### WORK ORDER
Pictures aside, write every record out again word for word.

[[ GIVEN DATA, beginning ]]

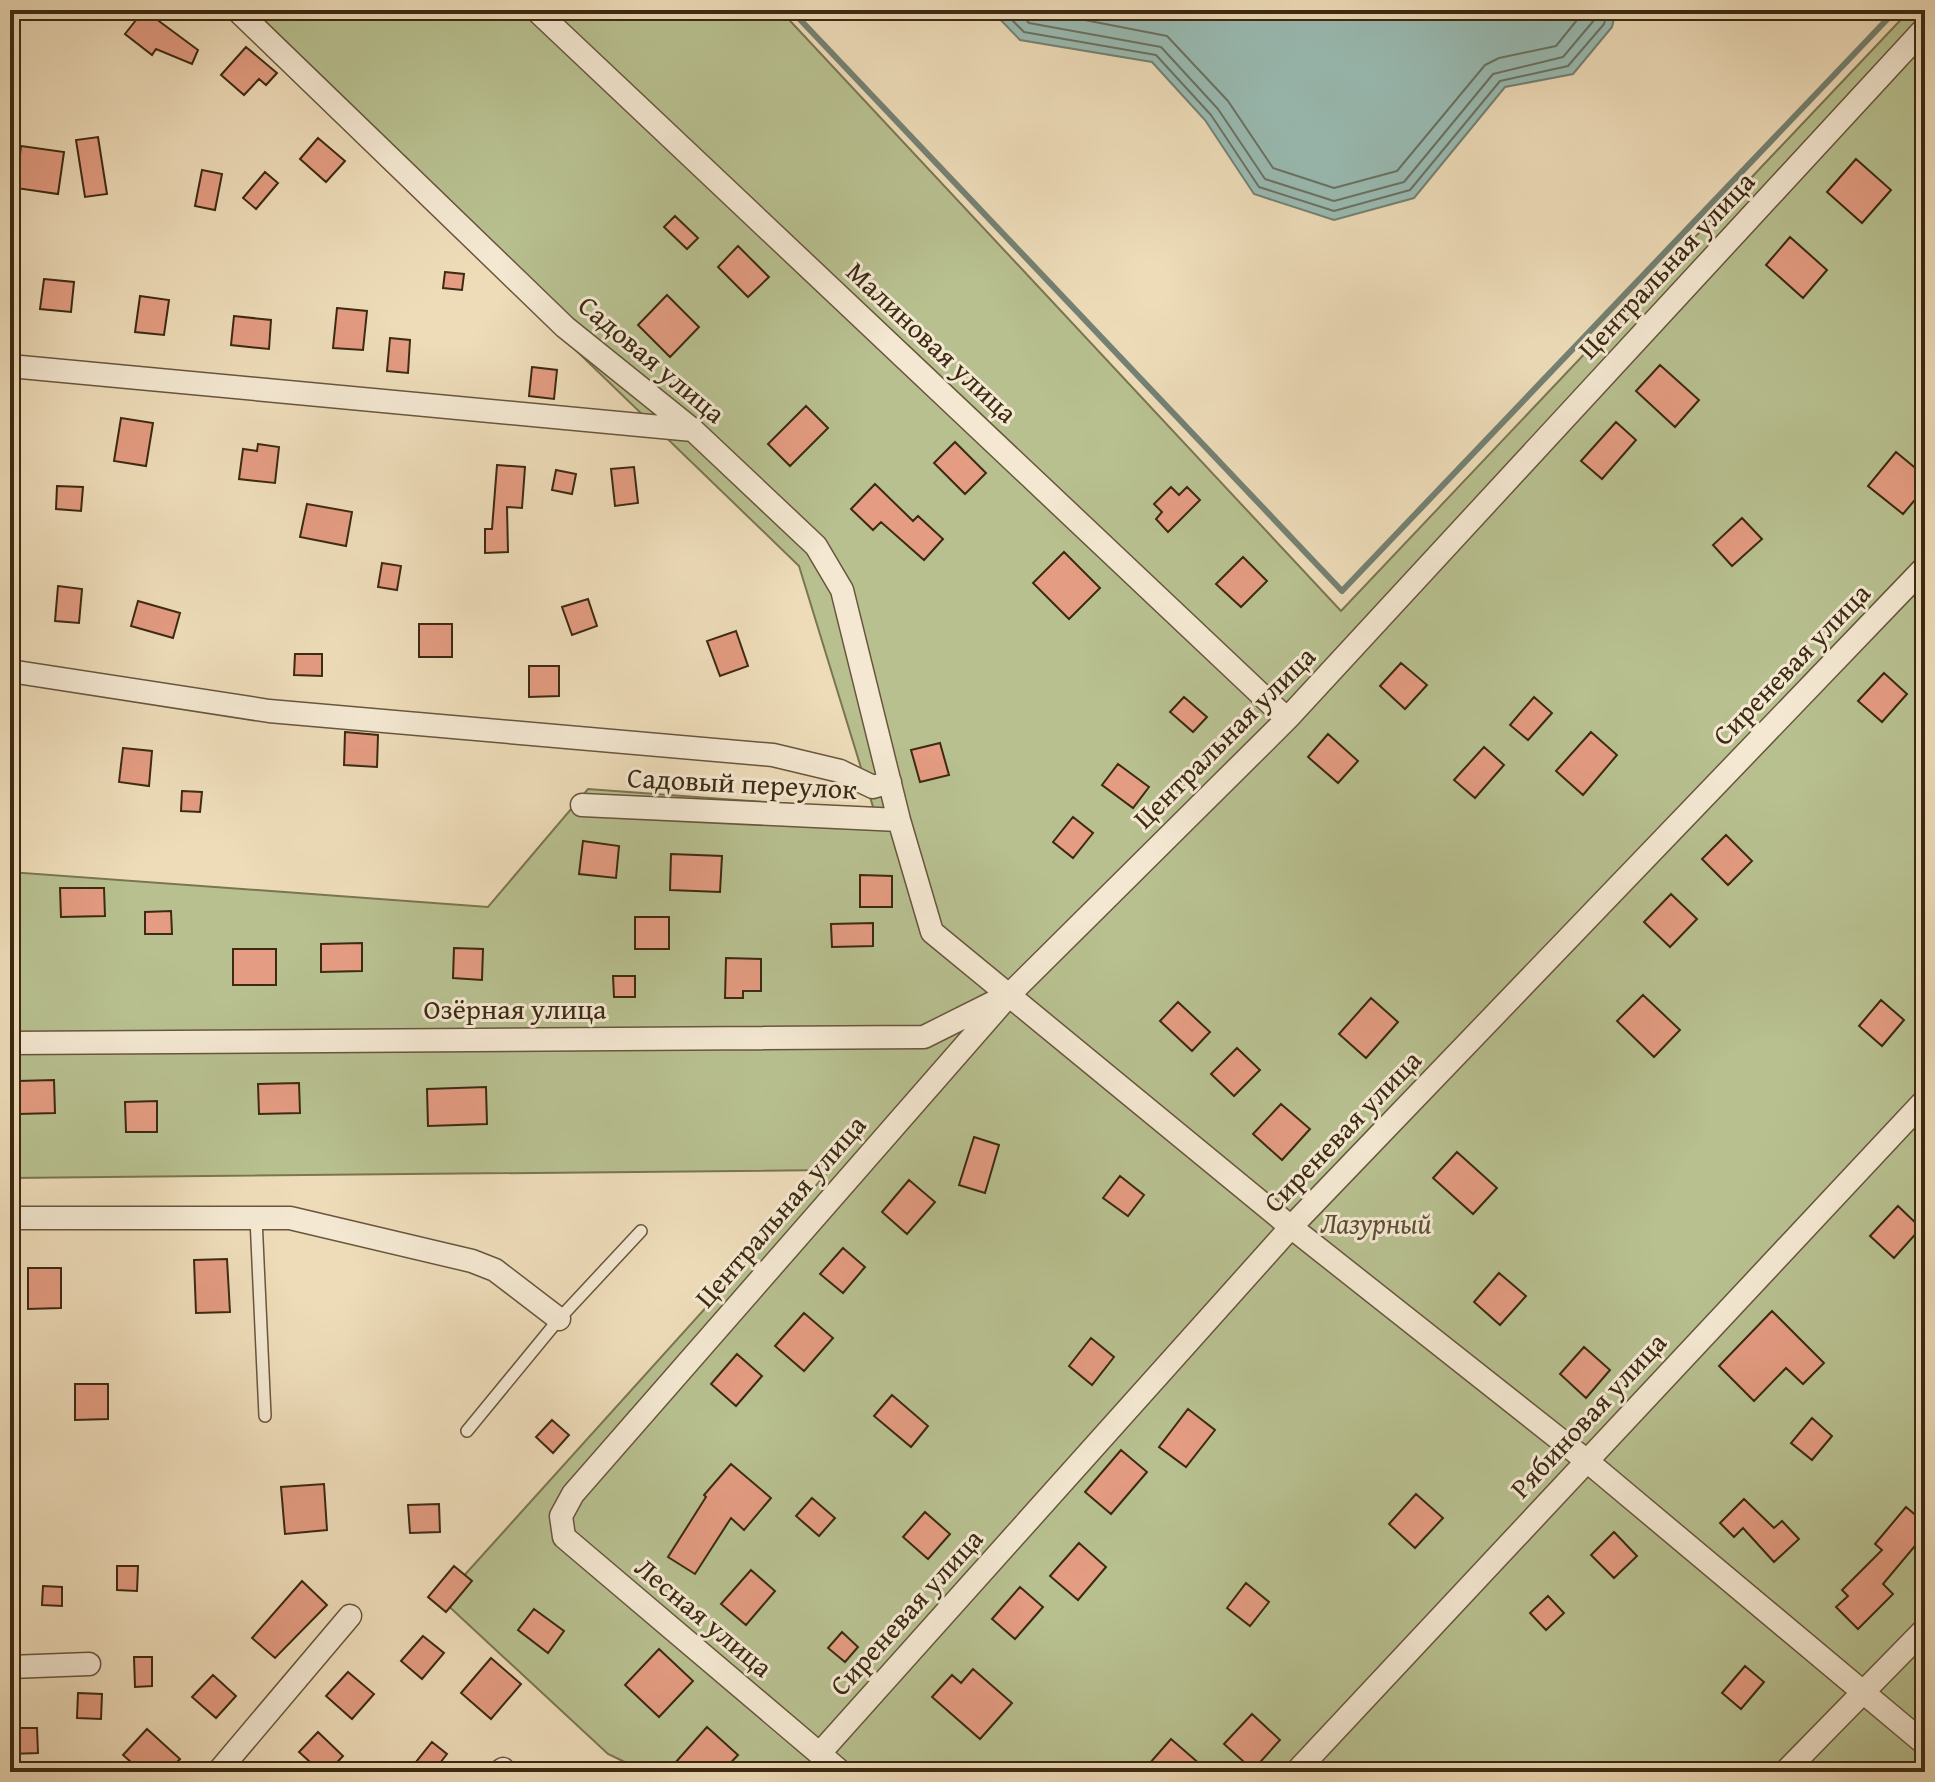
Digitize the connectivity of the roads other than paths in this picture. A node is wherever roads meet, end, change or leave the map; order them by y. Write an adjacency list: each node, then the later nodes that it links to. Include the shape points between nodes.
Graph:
1 (536, 10): 8 (street, Малиновая улица)
2 (244, 12): 5 (street, Садовая улица, via 565,327)
3 (1925, 28): 8 (street, Центральная улица)
4 (10, 366): 5 (street)
5 (693, 430): 9 (street, Садовая улица, via 816,546 842,590)
6 (1925, 567): 17 (street, Сиреневая улица)
7 (10, 671): 9 (street, via 269,711 773,755 840,771 873,787)
8 (1287, 719): 12 (street, Центральная улица)
9 (890, 782): 11 (street, Садовая улица)
10 (582, 805): 11 (street, Садовый переулок)
11 (899, 820): 12 (street, Садовая улица, via 932,932)
12 (1010, 994): 13 (street, Озёрная улица, via 924,1037); 17 (street, Садовая улица); 23 (street, Центральная улица)
13 (10, 1043)
14 (1925, 1100): 22 (street, Рябиновая улица)
15 (10, 1218): 16 (street)
16 (256, 1218): 19 (street, via 290,1218 472,1261 495,1270); 20 (lane)
17 (1291, 1227): 22 (street, Садовая улица); 30 (street, Сиреневая улица)
18 (641, 1231): 19 (lane)
19 (559, 1319): 21 (lane)
20 (265, 1416)
21 (467, 1431)
22 (1587, 1461): 28 (street, Садовая улица); 33 (street, Рябиновая улица)
23 (573, 1494): 30 (street, Лесная улица, via 561,1516 564,1537)
24 (350, 1616): 31 (street)
25 (1925, 1629): 28 (street)
26 (89, 1664): 27 (street)
27 (10, 1667)
28 (1863, 1695): 29 (street, Садовая улица); 34 (street)
29 (1925, 1744)
30 (820, 1753): 32 (street, Лесная улица)
31 (218, 1772)
32 (841, 1772)
33 (1296, 1772)
34 (1785, 1772)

[[ GIVEN DATA, end ]]

### TASK ANSWER
Digitize the connectivity of the roads other than paths in this picture. A node is wherever roads meet, end, change or leave the map; order them by y. Write an adjacency list: each node, then the later nodes that it links to. Include the shape points between nodes.
Graph:
1 (536, 10): 8 (street, Малиновая улица)
2 (244, 12): 5 (street, Садовая улица, via 565,327)
3 (1925, 28): 8 (street, Центральная улица)
4 (10, 366): 5 (street)
5 (693, 430): 9 (street, Садовая улица, via 816,546 842,590)
6 (1925, 567): 17 (street, Сиреневая улица)
7 (10, 671): 9 (street, via 269,711 773,755 840,771 873,787)
8 (1287, 719): 12 (street, Центральная улица)
9 (890, 782): 11 (street, Садовая улица)
10 (582, 805): 11 (street, Садовый переулок)
11 (899, 820): 12 (street, Садовая улица, via 932,932)
12 (1010, 994): 13 (street, Озёрная улица, via 924,1037); 17 (street, Садовая улица); 23 (street, Центральная улица)
13 (10, 1043)
14 (1925, 1100): 22 (street, Рябиновая улица)
15 (10, 1218): 16 (street)
16 (256, 1218): 19 (street, via 290,1218 472,1261 495,1270); 20 (lane)
17 (1291, 1227): 22 (street, Садовая улица); 30 (street, Сиреневая улица)
18 (641, 1231): 19 (lane)
19 (559, 1319): 21 (lane)
20 (265, 1416)
21 (467, 1431)
22 (1587, 1461): 28 (street, Садовая улица); 33 (street, Рябиновая улица)
23 (573, 1494): 30 (street, Лесная улица, via 561,1516 564,1537)
24 (350, 1616): 31 (street)
25 (1925, 1629): 28 (street)
26 (89, 1664): 27 (street)
27 (10, 1667)
28 (1863, 1695): 29 (street, Садовая улица); 34 (street)
29 (1925, 1744)
30 (820, 1753): 32 (street, Лесная улица)
31 (218, 1772)
32 (841, 1772)
33 (1296, 1772)
34 (1785, 1772)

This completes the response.